THE TASK
Could you repeat the records below exactly, leaving the pictures out?

DATASET
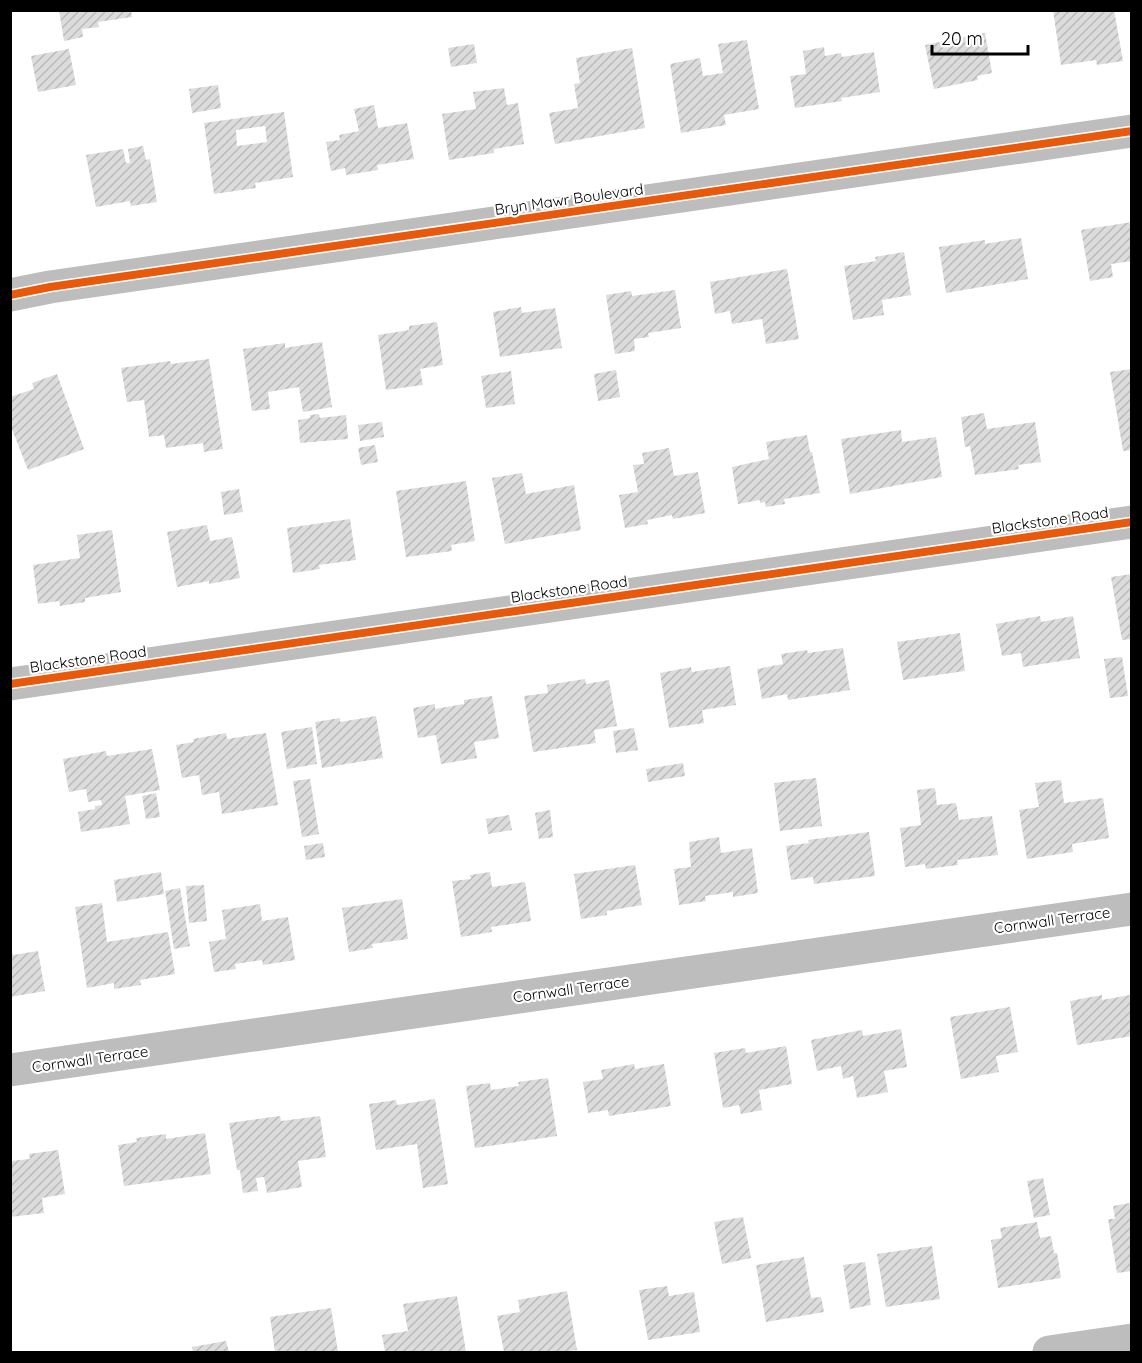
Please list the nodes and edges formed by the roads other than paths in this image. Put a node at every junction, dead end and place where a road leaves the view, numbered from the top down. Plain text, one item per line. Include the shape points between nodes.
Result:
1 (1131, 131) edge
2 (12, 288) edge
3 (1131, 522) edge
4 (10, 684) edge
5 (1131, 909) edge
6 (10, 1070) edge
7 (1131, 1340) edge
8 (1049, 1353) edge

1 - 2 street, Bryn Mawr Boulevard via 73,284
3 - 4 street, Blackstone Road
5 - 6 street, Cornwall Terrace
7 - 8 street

TASK RESULT
Please list the nodes and edges formed by the roads other than paths in this image. Put a node at every junction, dead end and place where a road leaves the view, numbered from the top down. Plain text, one item per line. Include the shape points between nodes.
Result:
1 (1131, 131) edge
2 (12, 288) edge
3 (1131, 522) edge
4 (10, 684) edge
5 (1131, 909) edge
6 (10, 1070) edge
7 (1131, 1340) edge
8 (1049, 1353) edge

1 - 2 street, Bryn Mawr Boulevard via 73,284
3 - 4 street, Blackstone Road
5 - 6 street, Cornwall Terrace
7 - 8 street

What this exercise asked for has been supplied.